Ambiguity and uniqueness of correct answers in MedQA (USMLE) questions

Ascertain whether MedQA (USMLE) questions that request the "best," "most likely," or "most appropriate" option truly admit a unique correct answer, or whether multiple answer options can simultaneously be acceptable for a given case.

Background

MedQA (USMLE) is a widely used benchmark of multiple-choice questions designed to test clinical knowledge and reasoning. The authors relabeled the test set with multiple U.S.-based physicians to assess data quality, including missing information, label errors, and potential ambiguity.

During analysis, the authors note that many MedQA questions are phrased to select the "best," "most likely," or "most appropriate" option. Their findings highlight uncertainty over whether such questions necessarily have a single uniquely correct answer, raising concerns about ambiguity and its implications for evaluating model performance and rater agreement.
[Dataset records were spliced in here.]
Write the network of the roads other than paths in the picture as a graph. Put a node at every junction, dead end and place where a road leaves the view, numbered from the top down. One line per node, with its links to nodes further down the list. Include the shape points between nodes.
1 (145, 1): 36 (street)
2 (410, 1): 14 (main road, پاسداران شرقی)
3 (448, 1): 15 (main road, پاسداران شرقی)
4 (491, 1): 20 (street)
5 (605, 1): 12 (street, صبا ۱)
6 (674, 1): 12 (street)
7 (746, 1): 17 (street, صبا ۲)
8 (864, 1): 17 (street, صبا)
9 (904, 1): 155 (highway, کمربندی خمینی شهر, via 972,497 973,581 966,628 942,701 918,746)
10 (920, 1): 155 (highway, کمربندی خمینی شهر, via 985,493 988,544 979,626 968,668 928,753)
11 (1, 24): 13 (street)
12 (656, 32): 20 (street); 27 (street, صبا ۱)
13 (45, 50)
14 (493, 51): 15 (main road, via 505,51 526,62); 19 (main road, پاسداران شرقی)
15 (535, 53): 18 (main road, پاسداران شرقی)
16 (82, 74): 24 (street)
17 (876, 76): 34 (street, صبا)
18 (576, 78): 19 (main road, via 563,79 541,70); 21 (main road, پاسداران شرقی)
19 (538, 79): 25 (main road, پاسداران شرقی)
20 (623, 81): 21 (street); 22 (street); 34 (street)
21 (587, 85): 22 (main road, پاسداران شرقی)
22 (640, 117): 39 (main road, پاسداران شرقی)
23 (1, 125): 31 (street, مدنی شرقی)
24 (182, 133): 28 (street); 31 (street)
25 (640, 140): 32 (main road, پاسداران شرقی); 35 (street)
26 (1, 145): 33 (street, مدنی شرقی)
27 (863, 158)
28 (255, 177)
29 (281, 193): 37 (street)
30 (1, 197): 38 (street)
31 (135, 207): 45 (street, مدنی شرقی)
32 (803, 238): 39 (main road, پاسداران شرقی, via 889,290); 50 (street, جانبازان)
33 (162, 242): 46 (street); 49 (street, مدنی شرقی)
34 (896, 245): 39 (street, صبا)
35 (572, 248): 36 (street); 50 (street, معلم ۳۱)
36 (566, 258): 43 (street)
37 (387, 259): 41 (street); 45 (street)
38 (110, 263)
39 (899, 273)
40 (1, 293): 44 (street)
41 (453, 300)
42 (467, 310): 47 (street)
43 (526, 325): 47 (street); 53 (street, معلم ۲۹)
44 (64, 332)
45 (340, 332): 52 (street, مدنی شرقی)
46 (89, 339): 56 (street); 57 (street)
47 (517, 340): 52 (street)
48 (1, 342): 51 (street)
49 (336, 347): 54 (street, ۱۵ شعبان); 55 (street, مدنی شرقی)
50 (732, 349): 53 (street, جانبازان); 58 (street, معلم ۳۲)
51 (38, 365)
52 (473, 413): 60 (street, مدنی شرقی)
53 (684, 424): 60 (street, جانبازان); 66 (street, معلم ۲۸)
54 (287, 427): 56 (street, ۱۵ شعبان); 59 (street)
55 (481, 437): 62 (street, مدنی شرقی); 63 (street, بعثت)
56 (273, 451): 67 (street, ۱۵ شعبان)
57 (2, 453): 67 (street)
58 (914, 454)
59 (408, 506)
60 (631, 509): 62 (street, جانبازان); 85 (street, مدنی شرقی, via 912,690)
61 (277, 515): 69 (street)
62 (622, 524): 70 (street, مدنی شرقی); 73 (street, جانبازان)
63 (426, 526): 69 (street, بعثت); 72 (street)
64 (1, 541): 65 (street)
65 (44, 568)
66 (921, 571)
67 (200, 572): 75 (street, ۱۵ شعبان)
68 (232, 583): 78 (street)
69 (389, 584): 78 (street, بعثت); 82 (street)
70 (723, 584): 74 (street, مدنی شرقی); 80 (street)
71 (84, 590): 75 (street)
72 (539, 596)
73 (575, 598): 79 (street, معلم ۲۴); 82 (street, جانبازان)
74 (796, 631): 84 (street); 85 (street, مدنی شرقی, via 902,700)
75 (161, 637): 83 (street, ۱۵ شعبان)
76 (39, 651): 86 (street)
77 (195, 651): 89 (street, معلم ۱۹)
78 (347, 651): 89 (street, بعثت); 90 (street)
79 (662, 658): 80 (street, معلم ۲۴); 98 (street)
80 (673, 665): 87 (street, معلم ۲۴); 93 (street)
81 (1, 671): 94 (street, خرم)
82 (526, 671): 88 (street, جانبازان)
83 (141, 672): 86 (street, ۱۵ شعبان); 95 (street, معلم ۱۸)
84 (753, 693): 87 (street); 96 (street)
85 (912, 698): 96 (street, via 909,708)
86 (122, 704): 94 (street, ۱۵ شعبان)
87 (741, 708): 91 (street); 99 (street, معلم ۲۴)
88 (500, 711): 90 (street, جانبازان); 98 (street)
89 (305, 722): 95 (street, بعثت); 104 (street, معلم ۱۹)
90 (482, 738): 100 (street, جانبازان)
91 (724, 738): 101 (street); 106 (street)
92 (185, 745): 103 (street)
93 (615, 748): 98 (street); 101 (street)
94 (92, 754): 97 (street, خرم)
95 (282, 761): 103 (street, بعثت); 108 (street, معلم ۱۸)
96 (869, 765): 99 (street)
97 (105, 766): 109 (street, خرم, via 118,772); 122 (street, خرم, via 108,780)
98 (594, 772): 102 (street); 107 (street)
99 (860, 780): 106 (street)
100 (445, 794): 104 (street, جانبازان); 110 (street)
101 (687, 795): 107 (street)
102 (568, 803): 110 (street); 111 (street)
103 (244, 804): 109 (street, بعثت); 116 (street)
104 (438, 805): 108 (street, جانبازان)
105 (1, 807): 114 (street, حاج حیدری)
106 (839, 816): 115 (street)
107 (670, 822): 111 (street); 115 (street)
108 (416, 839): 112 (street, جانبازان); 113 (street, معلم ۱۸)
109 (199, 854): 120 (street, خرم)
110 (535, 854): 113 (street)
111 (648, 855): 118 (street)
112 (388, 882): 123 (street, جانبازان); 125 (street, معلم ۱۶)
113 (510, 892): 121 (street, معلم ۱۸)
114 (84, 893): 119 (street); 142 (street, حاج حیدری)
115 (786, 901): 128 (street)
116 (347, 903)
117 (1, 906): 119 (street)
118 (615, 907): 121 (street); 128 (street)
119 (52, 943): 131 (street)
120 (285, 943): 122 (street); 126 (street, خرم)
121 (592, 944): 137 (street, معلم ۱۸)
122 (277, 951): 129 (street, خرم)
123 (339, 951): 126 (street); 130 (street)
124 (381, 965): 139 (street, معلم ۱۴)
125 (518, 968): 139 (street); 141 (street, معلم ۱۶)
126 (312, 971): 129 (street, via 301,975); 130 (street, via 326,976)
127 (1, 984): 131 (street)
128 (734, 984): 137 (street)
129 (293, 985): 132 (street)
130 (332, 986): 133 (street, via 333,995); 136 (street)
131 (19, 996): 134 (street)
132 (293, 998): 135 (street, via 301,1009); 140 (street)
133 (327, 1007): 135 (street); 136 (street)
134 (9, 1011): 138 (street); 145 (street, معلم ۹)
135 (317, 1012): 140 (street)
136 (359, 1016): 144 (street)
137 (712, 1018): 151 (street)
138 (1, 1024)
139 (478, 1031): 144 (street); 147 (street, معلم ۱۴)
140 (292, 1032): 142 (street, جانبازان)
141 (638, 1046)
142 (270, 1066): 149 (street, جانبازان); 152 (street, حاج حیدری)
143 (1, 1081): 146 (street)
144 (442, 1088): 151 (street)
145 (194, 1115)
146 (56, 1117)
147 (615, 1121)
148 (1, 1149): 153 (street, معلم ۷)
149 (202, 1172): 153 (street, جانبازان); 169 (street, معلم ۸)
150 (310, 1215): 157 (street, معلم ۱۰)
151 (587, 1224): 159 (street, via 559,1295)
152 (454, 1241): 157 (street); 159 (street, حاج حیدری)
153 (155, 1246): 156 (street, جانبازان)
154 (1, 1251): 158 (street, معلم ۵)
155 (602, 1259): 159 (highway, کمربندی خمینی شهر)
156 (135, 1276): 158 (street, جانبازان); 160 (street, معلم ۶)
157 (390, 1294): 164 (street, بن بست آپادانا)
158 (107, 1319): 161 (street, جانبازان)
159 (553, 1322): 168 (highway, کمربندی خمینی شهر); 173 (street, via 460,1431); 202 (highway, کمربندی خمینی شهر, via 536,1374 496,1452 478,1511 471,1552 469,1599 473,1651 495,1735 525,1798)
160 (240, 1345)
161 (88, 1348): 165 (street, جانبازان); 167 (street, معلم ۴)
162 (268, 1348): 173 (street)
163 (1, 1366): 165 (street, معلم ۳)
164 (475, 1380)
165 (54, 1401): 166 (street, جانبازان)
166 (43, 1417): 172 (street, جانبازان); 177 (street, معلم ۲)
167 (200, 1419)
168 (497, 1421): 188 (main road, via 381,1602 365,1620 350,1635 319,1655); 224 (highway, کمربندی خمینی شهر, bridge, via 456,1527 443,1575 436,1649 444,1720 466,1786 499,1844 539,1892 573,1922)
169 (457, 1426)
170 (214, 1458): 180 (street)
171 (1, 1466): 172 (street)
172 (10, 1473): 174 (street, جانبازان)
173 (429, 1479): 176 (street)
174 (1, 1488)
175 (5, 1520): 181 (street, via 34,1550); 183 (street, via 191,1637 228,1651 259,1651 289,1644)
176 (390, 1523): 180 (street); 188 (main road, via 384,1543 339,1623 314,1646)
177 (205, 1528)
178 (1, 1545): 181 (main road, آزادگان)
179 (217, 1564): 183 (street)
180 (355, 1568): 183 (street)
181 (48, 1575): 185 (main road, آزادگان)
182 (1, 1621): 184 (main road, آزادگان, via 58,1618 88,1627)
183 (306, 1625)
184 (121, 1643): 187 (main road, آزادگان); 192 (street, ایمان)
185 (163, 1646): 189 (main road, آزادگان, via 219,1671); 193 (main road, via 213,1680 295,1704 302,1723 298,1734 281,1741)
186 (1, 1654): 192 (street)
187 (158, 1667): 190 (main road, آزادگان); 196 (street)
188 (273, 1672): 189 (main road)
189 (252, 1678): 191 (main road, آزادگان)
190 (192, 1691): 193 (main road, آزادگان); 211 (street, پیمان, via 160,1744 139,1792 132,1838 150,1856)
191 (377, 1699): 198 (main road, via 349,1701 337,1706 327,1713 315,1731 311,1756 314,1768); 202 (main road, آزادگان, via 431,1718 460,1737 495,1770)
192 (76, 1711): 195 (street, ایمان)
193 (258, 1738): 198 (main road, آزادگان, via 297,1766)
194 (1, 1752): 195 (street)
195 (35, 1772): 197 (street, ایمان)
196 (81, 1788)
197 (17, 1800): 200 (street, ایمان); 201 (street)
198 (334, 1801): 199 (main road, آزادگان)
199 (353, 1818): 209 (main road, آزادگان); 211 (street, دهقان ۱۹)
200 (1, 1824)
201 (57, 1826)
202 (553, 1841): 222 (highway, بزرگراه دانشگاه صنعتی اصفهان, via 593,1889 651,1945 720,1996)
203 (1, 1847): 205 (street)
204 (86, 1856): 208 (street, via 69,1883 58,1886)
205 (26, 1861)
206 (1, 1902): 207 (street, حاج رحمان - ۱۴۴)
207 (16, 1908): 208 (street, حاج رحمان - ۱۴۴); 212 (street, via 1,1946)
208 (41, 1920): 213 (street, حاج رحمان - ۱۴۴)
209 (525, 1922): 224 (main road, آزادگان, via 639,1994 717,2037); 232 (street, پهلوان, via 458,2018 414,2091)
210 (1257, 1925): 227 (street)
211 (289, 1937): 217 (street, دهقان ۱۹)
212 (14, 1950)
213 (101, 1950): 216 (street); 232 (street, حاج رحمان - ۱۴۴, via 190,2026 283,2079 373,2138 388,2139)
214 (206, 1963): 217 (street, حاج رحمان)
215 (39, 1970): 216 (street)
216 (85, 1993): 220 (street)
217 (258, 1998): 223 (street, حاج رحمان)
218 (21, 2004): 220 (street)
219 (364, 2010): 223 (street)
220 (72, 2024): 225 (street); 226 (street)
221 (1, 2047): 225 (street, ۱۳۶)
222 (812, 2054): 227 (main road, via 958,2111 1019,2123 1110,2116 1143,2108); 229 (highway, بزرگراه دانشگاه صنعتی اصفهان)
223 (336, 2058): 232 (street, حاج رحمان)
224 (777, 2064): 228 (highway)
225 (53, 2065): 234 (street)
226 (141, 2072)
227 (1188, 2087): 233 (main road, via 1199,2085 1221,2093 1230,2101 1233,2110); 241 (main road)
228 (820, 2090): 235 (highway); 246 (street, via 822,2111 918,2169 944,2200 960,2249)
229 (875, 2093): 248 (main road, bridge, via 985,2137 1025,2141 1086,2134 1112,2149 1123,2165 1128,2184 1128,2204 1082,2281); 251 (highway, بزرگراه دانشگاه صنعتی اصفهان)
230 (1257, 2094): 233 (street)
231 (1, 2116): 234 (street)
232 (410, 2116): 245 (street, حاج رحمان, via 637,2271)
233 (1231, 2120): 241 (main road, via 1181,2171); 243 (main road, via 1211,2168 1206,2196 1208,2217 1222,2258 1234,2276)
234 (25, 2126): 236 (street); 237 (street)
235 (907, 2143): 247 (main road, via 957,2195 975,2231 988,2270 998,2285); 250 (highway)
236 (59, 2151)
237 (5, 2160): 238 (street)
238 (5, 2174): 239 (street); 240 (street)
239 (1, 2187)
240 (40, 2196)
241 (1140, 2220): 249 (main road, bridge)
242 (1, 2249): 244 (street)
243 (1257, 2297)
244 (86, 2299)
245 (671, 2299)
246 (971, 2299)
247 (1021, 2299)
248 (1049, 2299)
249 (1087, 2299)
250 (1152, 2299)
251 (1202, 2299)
This unresolved issue affects how accuracy should be interpreted on MedQA and suggests the need for methods to determine when multiple answers may be justified for a given clinical scenario.

References

However, it is largely unclear whether answers do indeed only allow for one option to be e.g. the ``best next step in management'' of a case.

Capabilities of Gemini Models in Medicine (2404.18416 - Saab et al., 29 Apr 2024) in Appendix C, Subsection 'MedQA (USMLE) Relabeling'